- [Exercise]: Look through the lines below and extract each one that contains "Cádiz".

*** Records to use Section Begins ***

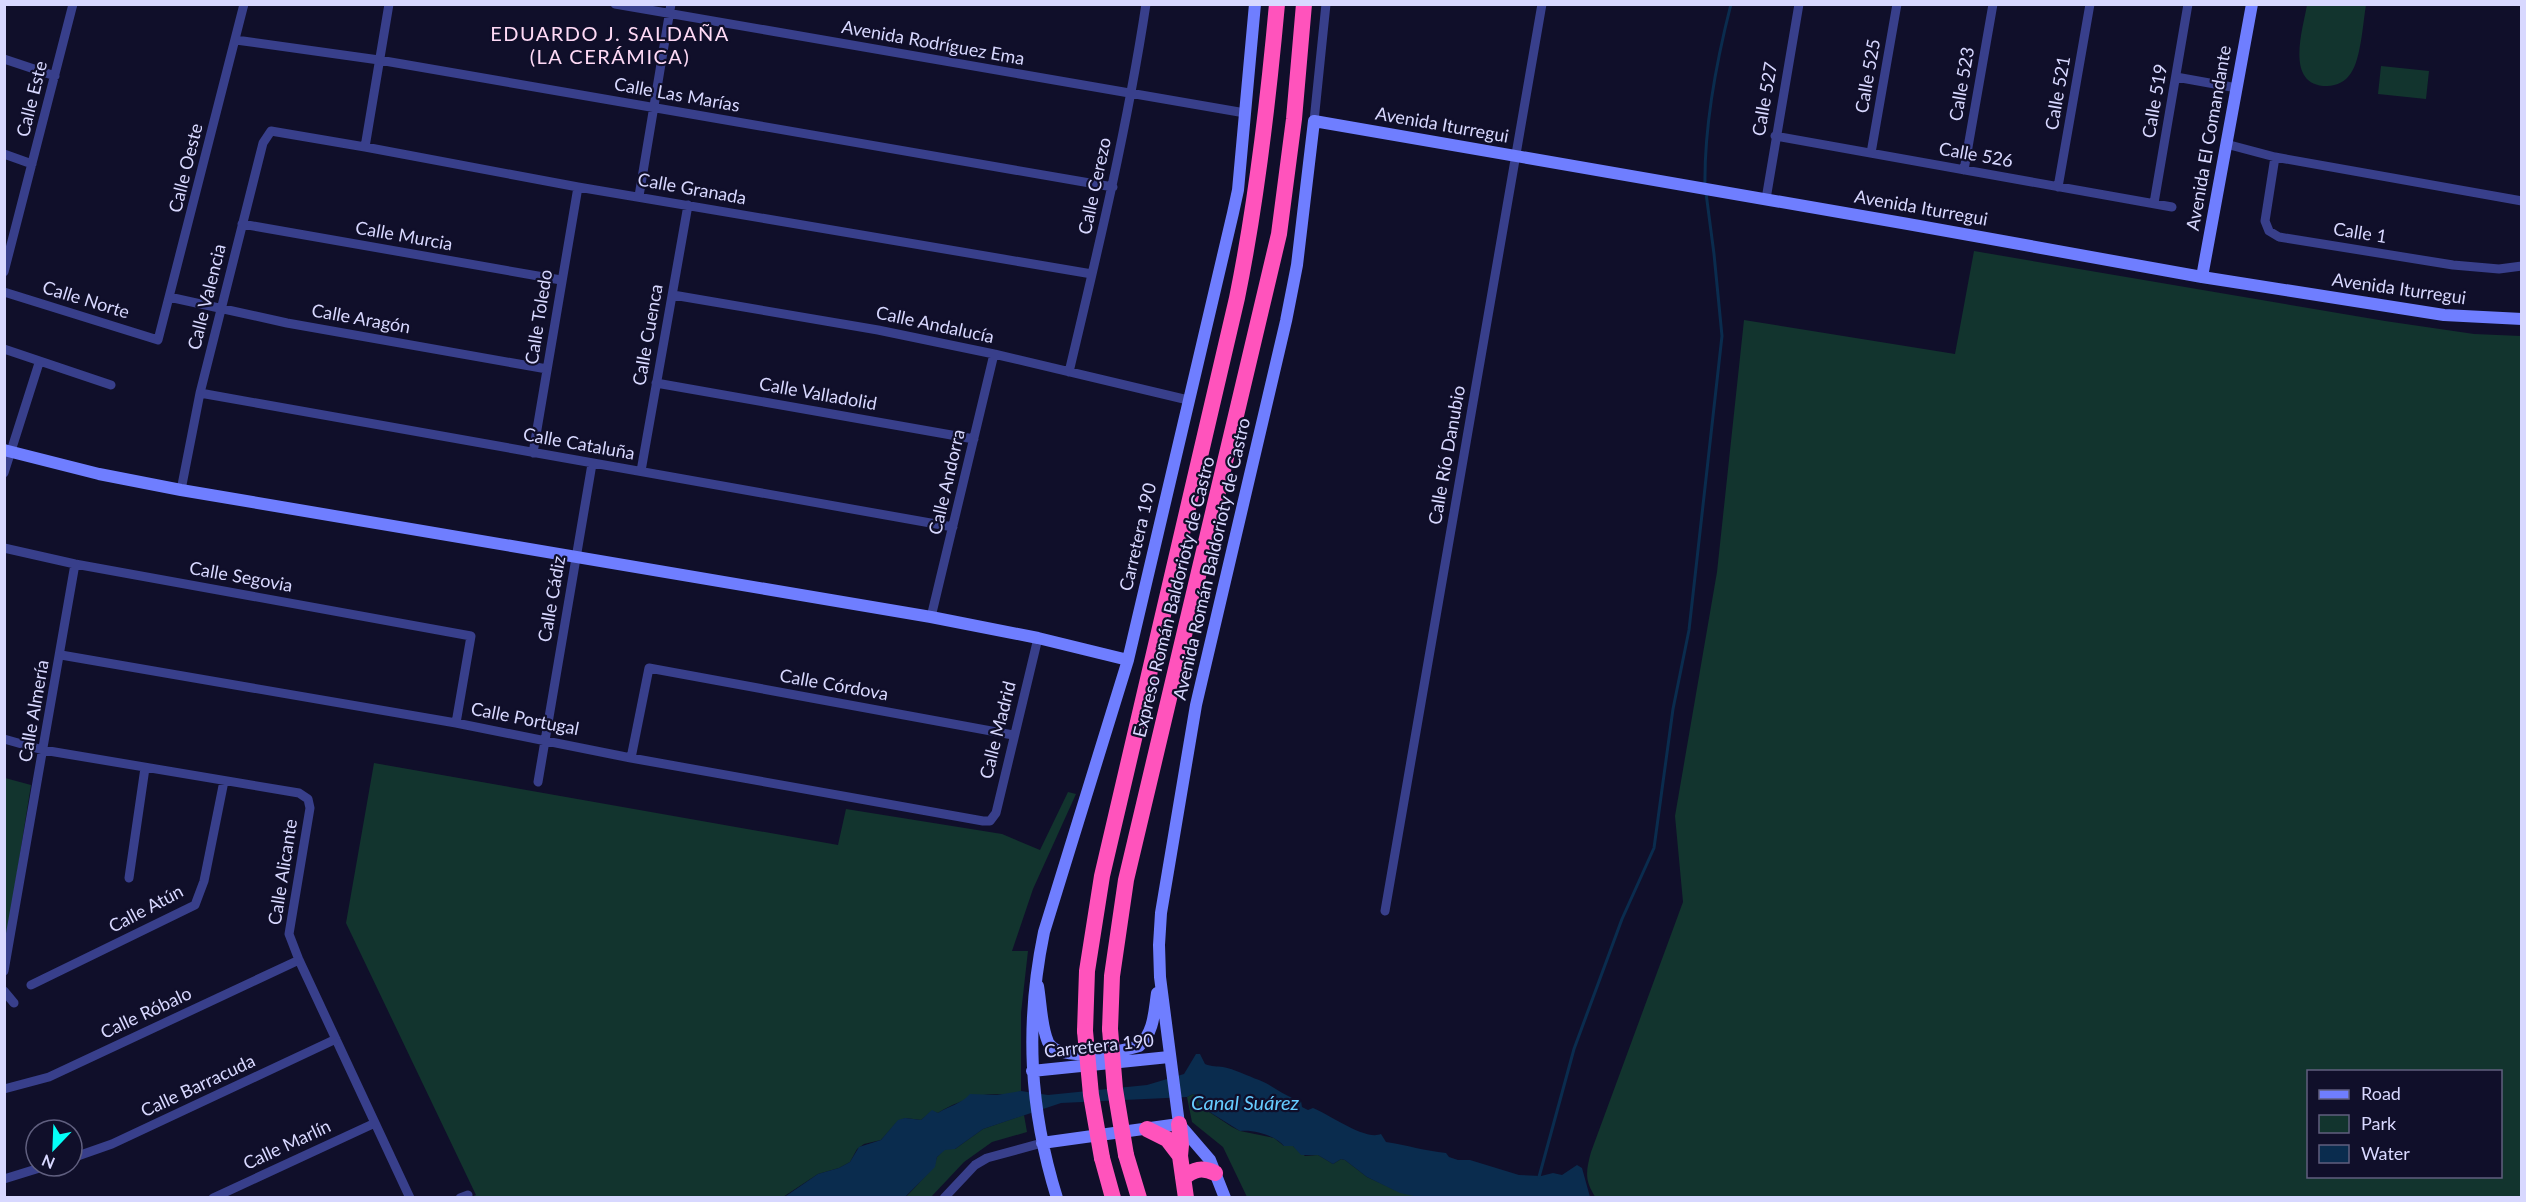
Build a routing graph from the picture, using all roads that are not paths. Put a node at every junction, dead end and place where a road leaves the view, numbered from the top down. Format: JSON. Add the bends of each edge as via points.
{"nodes":[{"id":1,"x":73,"y":4,"type":"edge"},
{"id":2,"x":244,"y":4,"type":"edge"},
{"id":3,"x":389,"y":4,"type":"edge"},
{"id":4,"x":615,"y":4,"type":"edge"},
{"id":5,"x":1146,"y":4,"type":"edge"},
{"id":6,"x":1255,"y":4,"type":"edge"},
{"id":7,"x":1277,"y":4,"type":"edge"},
{"id":8,"x":1304,"y":4,"type":"edge"},
{"id":9,"x":1326,"y":4,"type":"edge"},
{"id":10,"x":1542,"y":4,"type":"edge"},
{"id":11,"x":1799,"y":4,"type":"edge"},
{"id":12,"x":1897,"y":4,"type":"edge"},
{"id":13,"x":1993,"y":4,"type":"edge"},
{"id":14,"x":2090,"y":4,"type":"edge"},
{"id":15,"x":2188,"y":4,"type":"edge"},
{"id":16,"x":2252,"y":4,"type":"edge"},
{"id":17,"x":670,"y":9,"type":"edge"},
{"id":18,"x":236,"y":40,"type":"junction"},
{"id":19,"x":4,"y":59,"type":"edge"},
{"id":20,"x":379,"y":60,"type":"junction"},
{"id":21,"x":55,"y":76,"type":"junction"},
{"id":22,"x":2176,"y":77,"type":"junction"},
{"id":23,"x":2237,"y":88,"type":"junction"},
{"id":24,"x":1132,"y":95,"type":"junction"},
{"id":25,"x":653,"y":108,"type":"junction"},
{"id":26,"x":1245,"y":113,"type":"junction"},
{"id":27,"x":1314,"y":121,"type":"junction"},
{"id":28,"x":286,"y":134,"type":"joint"},
{"id":29,"x":1775,"y":136,"type":"junction"},
{"id":30,"x":2226,"y":144,"type":"junction"},
{"id":31,"x":365,"y":147,"type":"junction"},
{"id":32,"x":1871,"y":153,"type":"junction"},
{"id":33,"x":4,"y":154,"type":"edge"},
{"id":34,"x":1515,"y":155,"type":"junction"},
{"id":35,"x":2275,"y":157,"type":"junction"},
{"id":36,"x":32,"y":164,"type":"junction"},
{"id":37,"x":1964,"y":170,"type":"junction"},
{"id":38,"x":579,"y":187,"type":"junction"},
{"id":39,"x":1113,"y":187,"type":"junction"},
{"id":40,"x":2058,"y":187,"type":"junction"},
{"id":41,"x":639,"y":196,"type":"junction"},
{"id":42,"x":1766,"y":199,"type":"junction"},
{"id":43,"x":2522,"y":201,"type":"edge"},
{"id":44,"x":2154,"y":203,"type":"junction"},
{"id":45,"x":688,"y":205,"type":"junction"},
{"id":46,"x":2172,"y":207,"type":"dead end"},
{"id":47,"x":242,"y":224,"type":"junction"},
{"id":48,"x":7,"y":251,"type":"edge"},
{"id":49,"x":2522,"y":266,"type":"edge"},
{"id":50,"x":4,"y":272,"type":"edge"},
{"id":51,"x":1092,"y":274,"type":"junction"},
{"id":52,"x":2202,"y":277,"type":"junction"},
{"id":53,"x":561,"y":280,"type":"junction"},
{"id":54,"x":4,"y":292,"type":"edge"},
{"id":55,"x":673,"y":295,"type":"junction"},
{"id":56,"x":169,"y":297,"type":"junction"},
{"id":57,"x":220,"y":310,"type":"junction"},
{"id":58,"x":2522,"y":319,"type":"edge"},
{"id":59,"x":158,"y":340,"type":"joint"},
{"id":60,"x":4,"y":349,"type":"edge"},
{"id":61,"x":994,"y":354,"type":"junction"},
{"id":62,"x":39,"y":363,"type":"junction"},
{"id":63,"x":547,"y":369,"type":"junction"},
{"id":64,"x":1068,"y":372,"type":"junction"},
{"id":65,"x":656,"y":383,"type":"junction"},
{"id":66,"x":111,"y":385,"type":"dead end"},
{"id":67,"x":200,"y":393,"type":"junction"},
{"id":68,"x":1188,"y":400,"type":"junction"},
{"id":69,"x":974,"y":439,"type":"junction"},
{"id":70,"x":8,"y":451,"type":"edge"},
{"id":71,"x":532,"y":453,"type":"junction"},
{"id":72,"x":592,"y":464,"type":"junction"},
{"id":73,"x":641,"y":471,"type":"junction"},
{"id":74,"x":4,"y":473,"type":"edge"},
{"id":75,"x":181,"y":490,"type":"junction"},
{"id":76,"x":953,"y":527,"type":"junction"},
{"id":77,"x":4,"y":548,"type":"edge"},
{"id":78,"x":576,"y":558,"type":"junction"},
{"id":79,"x":75,"y":564,"type":"junction"},
{"id":80,"x":931,"y":616,"type":"junction"},
{"id":81,"x":1038,"y":638,"type":"junction"},
{"id":82,"x":61,"y":655,"type":"junction"},
{"id":83,"x":1128,"y":660,"type":"junction"},
{"id":84,"x":456,"y":723,"type":"junction"},
{"id":85,"x":1013,"y":735,"type":"junction"},
{"id":86,"x":4,"y":739,"type":"edge"},
{"id":87,"x":545,"y":739,"type":"junction"},
{"id":88,"x":43,"y":750,"type":"junction"},
{"id":89,"x":631,"y":758,"type":"junction"},
{"id":90,"x":145,"y":768,"type":"junction"},
{"id":91,"x":224,"y":781,"type":"junction"},
{"id":92,"x":538,"y":782,"type":"dead end"},
{"id":93,"x":982,"y":821,"type":"joint"},
{"id":94,"x":129,"y":878,"type":"dead end"},
{"id":95,"x":1385,"y":911,"type":"dead end"},
{"id":96,"x":299,"y":960,"type":"junction"},
{"id":97,"x":1036,"y":970,"type":"junction"},
{"id":98,"x":4,"y":971,"type":"edge"},
{"id":99,"x":1160,"y":977,"type":"junction"},
{"id":100,"x":31,"y":986,"type":"dead end"},
{"id":101,"x":4,"y":991,"type":"edge"},
{"id":102,"x":14,"y":1003,"type":"dead end"},
{"id":103,"x":336,"y":1039,"type":"junction"},
{"id":104,"x":1169,"y":1052,"type":"junction"},
{"id":105,"x":1032,"y":1075,"type":"junction"},
{"id":106,"x":4,"y":1089,"type":"edge"},
{"id":107,"x":1177,"y":1115,"type":"junction"},
{"id":108,"x":375,"y":1123,"type":"junction"},
{"id":109,"x":1147,"y":1129,"type":"junction"},
{"id":110,"x":1042,"y":1143,"type":"junction"},
{"id":111,"x":84,"y":1154,"type":"edge"},
{"id":112,"x":1180,"y":1156,"type":"junction"},
{"id":113,"x":24,"y":1173,"type":"edge"},
{"id":114,"x":1215,"y":1173,"type":"junction"},
{"id":115,"x":1183,"y":1178,"type":"junction"},
{"id":116,"x":4,"y":1179,"type":"edge"},
{"id":117,"x":213,"y":1197,"type":"edge"},
{"id":118,"x":410,"y":1197,"type":"edge"},
{"id":119,"x":944,"y":1197,"type":"edge"},
{"id":120,"x":1057,"y":1197,"type":"edge"},
{"id":121,"x":1113,"y":1197,"type":"edge"},
{"id":122,"x":1139,"y":1197,"type":"edge"},
{"id":123,"x":1186,"y":1197,"type":"edge"},
{"id":124,"x":1225,"y":1197,"type":"edge"}],
"edges":[{"from":1,"to":21,"type":"street","name":"Calle Este"},
{"from":2,"to":18,"type":"street","name":"Calle Oeste"},
{"from":3,"to":20,"type":"street"},
{"from":4,"to":17,"type":"street","name":"Avenida Rodríguez Ema"},
{"from":5,"to":24,"type":"street","name":"Calle Cerezo"},
{"from":6,"to":26,"type":"street","name":"Carretera 190"},
{"from":7,"to":121,"type":"highway","name":"Expreso Román Baldorioty de Castro","bridge":true,"via":[[1266,115],[1238,298],[1102,876],[1087,971],[1085,1031],[1091,1095]]},
{"from":8,"to":122,"type":"highway","name":"Expreso Román Baldorioty de Castro","bridge":true,"via":[[1279,234],[1126,880],[1114,958],[1110,1029],[1115,1089],[1126,1155]]},
{"from":9,"to":27,"type":"street","name":"Avenida Román Baldorioty de Castro"},
{"from":10,"to":34,"type":"street","name":"Calle Río Danubio"},
{"from":11,"to":29,"type":"street","name":"Calle 527"},
{"from":12,"to":32,"type":"street","name":"Calle 525"},
{"from":13,"to":37,"type":"street","name":"Calle 523"},
{"from":14,"to":40,"type":"street","name":"Calle 521"},
{"from":15,"to":22,"type":"street","name":"Calle 519"},
{"from":16,"to":23,"type":"street","name":"Avenida El Comandante"},
{"from":17,"to":24,"type":"street","name":"Avenida Rodríguez Ema"},
{"from":17,"to":25,"type":"street"},
{"from":18,"to":20,"type":"street","name":"Calle Las Marías"},
{"from":18,"to":56,"type":"street","name":"Calle Oeste"},
{"from":19,"to":21,"type":"street"},
{"from":20,"to":25,"type":"street","name":"Calle Las Marías"},
{"from":20,"to":31,"type":"street"},
{"from":21,"to":36,"type":"street","name":"Calle Este"},
{"from":22,"to":23,"type":"street"},
{"from":22,"to":44,"type":"street","name":"Calle 519"},
{"from":23,"to":30,"type":"street","name":"Avenida El Comandante"},
{"from":24,"to":26,"type":"street","name":"Avenida Rodríguez Ema"},
{"from":24,"to":39,"type":"street","name":"Calle Cerezo"},
{"from":25,"to":39,"type":"street","name":"Calle Las Marías"},
{"from":25,"to":41,"type":"street"},
{"from":26,"to":68,"type":"street","name":"Carretera 190","via":[[1233,213]]},
{"from":27,"to":34,"type":"street","name":"Avenida Iturregui"},
{"from":27,"to":99,"type":"street","name":"Avenida Román Baldorioty de Castro","via":[[1297,266],[1286,321],[1196,705],[1161,913]]},
{"from":28,"to":31,"type":"street","name":"Calle Granada"},
{"from":28,"to":47,"type":"street","name":"Calle Valencia","via":[[271,131],[263,143]]},
{"from":29,"to":32,"type":"street","name":"Calle 526"},
{"from":29,"to":42,"type":"street","name":"Calle 527"},
{"from":30,"to":35,"type":"street"},
{"from":30,"to":52,"type":"street","name":"Avenida El Comandante"},
{"from":31,"to":38,"type":"street","name":"Calle Granada"},
{"from":32,"to":37,"type":"street","name":"Calle 526"},
{"from":33,"to":36,"type":"street"},
{"from":34,"to":42,"type":"street","name":"Avenida Iturregui"},
{"from":34,"to":95,"type":"street","name":"Calle Río Danubio"},
{"from":35,"to":43,"type":"street"},
{"from":35,"to":49,"type":"street","name":"Calle 1","via":[[2265,221],[2269,231],[2279,237],[2462,266]]},
{"from":36,"to":48,"type":"street","name":"Calle Este"},
{"from":37,"to":40,"type":"street","name":"Calle 526"},
{"from":38,"to":41,"type":"street","name":"Calle Granada"},
{"from":38,"to":53,"type":"street","name":"Calle Toledo"},
{"from":39,"to":51,"type":"street","name":"Calle Cerezo"},
{"from":40,"to":44,"type":"street","name":"Calle 526"},
{"from":41,"to":45,"type":"street","name":"Calle Granada"},
{"from":42,"to":52,"type":"street","name":"Avenida Iturregui"},
{"from":44,"to":46,"type":"street","name":"Calle 526"},
{"from":45,"to":51,"type":"street","name":"Calle Granada"},
{"from":45,"to":55,"type":"street","name":"Calle Cuenca"},
{"from":47,"to":53,"type":"street","name":"Calle Murcia"},
{"from":47,"to":57,"type":"street","name":"Calle Valencia"},
{"from":48,"to":50,"type":"street","name":"Calle Este"},
{"from":51,"to":64,"type":"street","name":"Calle Cerezo"},
{"from":52,"to":58,"type":"street","name":"Avenida Iturregui","via":[[2444,315]]},
{"from":53,"to":63,"type":"street","name":"Calle Toledo"},
{"from":54,"to":59,"type":"street","name":"Calle Norte"},
{"from":55,"to":61,"type":"street","name":"Calle Andalucía"},
{"from":55,"to":65,"type":"street","name":"Calle Cuenca"},
{"from":56,"to":57,"type":"street","name":"Calle Aragón"},
{"from":56,"to":59,"type":"street","name":"Calle Oeste"},
{"from":57,"to":63,"type":"street","name":"Calle Aragón"},
{"from":57,"to":67,"type":"street","name":"Calle Valencia"},
{"from":60,"to":62,"type":"street"},
{"from":61,"to":64,"type":"street","name":"Calle Andalucía"},
{"from":61,"to":69,"type":"street","name":"Calle Andorra"},
{"from":62,"to":66,"type":"street"},
{"from":62,"to":70,"type":"street"},
{"from":63,"to":71,"type":"street","name":"Calle Toledo"},
{"from":64,"to":68,"type":"street","name":"Calle Andalucía"},
{"from":65,"to":69,"type":"street","name":"Calle Valladolid"},
{"from":65,"to":73,"type":"street","name":"Calle Cuenca"},
{"from":67,"to":71,"type":"street","name":"Calle Cataluña"},
{"from":67,"to":75,"type":"street","name":"Calle Valencia"},
{"from":68,"to":83,"type":"street","name":"Carretera 190"},
{"from":69,"to":76,"type":"street","name":"Calle Andorra"},
{"from":70,"to":74,"type":"street"},
{"from":70,"to":75,"type":"street"},
{"from":71,"to":72,"type":"street","name":"Calle Cataluña"},
{"from":72,"to":73,"type":"street","name":"Calle Cataluña"},
{"from":72,"to":78,"type":"street","name":"Calle Cádiz"},
{"from":73,"to":76,"type":"street","name":"Calle Cataluña"},
{"from":75,"to":78,"type":"street"},
{"from":76,"to":80,"type":"street","name":"Calle Andorra"},
{"from":77,"to":79,"type":"street","name":"Calle Segovia"},
{"from":78,"to":80,"type":"street"},
{"from":78,"to":87,"type":"street","name":"Calle Cádiz"},
{"from":79,"to":82,"type":"street","name":"Calle Almería"},
{"from":79,"to":84,"type":"street","name":"Calle Segovia","via":[[471,636]]},
{"from":80,"to":81,"type":"street"},
{"from":81,"to":83,"type":"street"},
{"from":81,"to":85,"type":"street","name":"Calle Madrid"},
{"from":82,"to":84,"type":"street","name":"Calle Portugal"},
{"from":82,"to":88,"type":"street","name":"Calle Almería"},
{"from":83,"to":97,"type":"street","name":"Carretera 190","via":[[1044,932]]},
{"from":84,"to":87,"type":"street","name":"Calle Portugal"},
{"from":85,"to":89,"type":"street","name":"Calle Córdova","via":[[648,668]]},
{"from":85,"to":93,"type":"street","name":"Calle Madrid","via":[[996,813],[990,821]]},
{"from":86,"to":88,"type":"street","name":"Calle Alicante"},
{"from":87,"to":89,"type":"street","name":"Calle Portugal"},
{"from":87,"to":92,"type":"street","name":"Calle Cádiz"},
{"from":88,"to":90,"type":"street","name":"Calle Alicante"},
{"from":88,"to":98,"type":"street","name":"Calle Almería"},
{"from":89,"to":93,"type":"street","name":"Calle Portugal"},
{"from":90,"to":91,"type":"street","name":"Calle Alicante"},
{"from":90,"to":94,"type":"street"},
{"from":91,"to":96,"type":"street","name":"Calle Alicante","via":[[299,793],[308,799],[310,808],[289,934]]},
{"from":91,"to":100,"type":"street","name":"Calle Atún","via":[[204,881],[195,905]]},
{"from":96,"to":103,"type":"street","name":"Calle Alicante"},
{"from":96,"to":106,"type":"street","name":"Calle Róbalo","via":[[49,1077]]},
{"from":97,"to":99,"type":"street","via":[[1048,1042],[1059,1052],[1071,1055],[1139,1046],[1152,1027]]},
{"from":97,"to":105,"type":"street","name":"Carretera 190"},
{"from":99,"to":104,"type":"street","name":"Avenida Román Baldorioty de Castro"},
{"from":101,"to":102,"type":"street"},
{"from":103,"to":108,"type":"street","name":"Calle Alicante"},
{"from":103,"to":111,"type":"street","name":"Calle Barracuda"},
{"from":104,"to":105,"type":"street","name":"Carretera 190"},
{"from":104,"to":107,"type":"street","name":"Avenida Román Baldorioty de Castro"},
{"from":105,"to":110,"type":"street","name":"Carretera 190"},
{"from":107,"to":109,"type":"street"},
{"from":107,"to":112,"type":"highway"},
{"from":107,"to":114,"type":"street"},
{"from":108,"to":117,"type":"street","name":"Calle Marlín"},
{"from":108,"to":118,"type":"street","name":"Calle Alicante"},
{"from":109,"to":110,"type":"street"},
{"from":109,"to":112,"type":"highway","via":[[1167,1139]]},
{"from":110,"to":119,"type":"street","via":[[987,1158]]},
{"from":110,"to":120,"type":"street","name":"Carretera 190"},
{"from":112,"to":115,"type":"highway"},
{"from":113,"to":116,"type":"street"},
{"from":114,"to":115,"type":"highway","via":[[1200,1168]]},
{"from":114,"to":124,"type":"street"},
{"from":115,"to":123,"type":"highway"}]}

*** Records to use Section Ends ***

- [Output of the exercise]:
{"from":72,"to":78,"type":"street","name":"Calle Cádiz"},
{"from":78,"to":87,"type":"street","name":"Calle Cádiz"},
{"from":87,"to":92,"type":"street","name":"Calle Cádiz"},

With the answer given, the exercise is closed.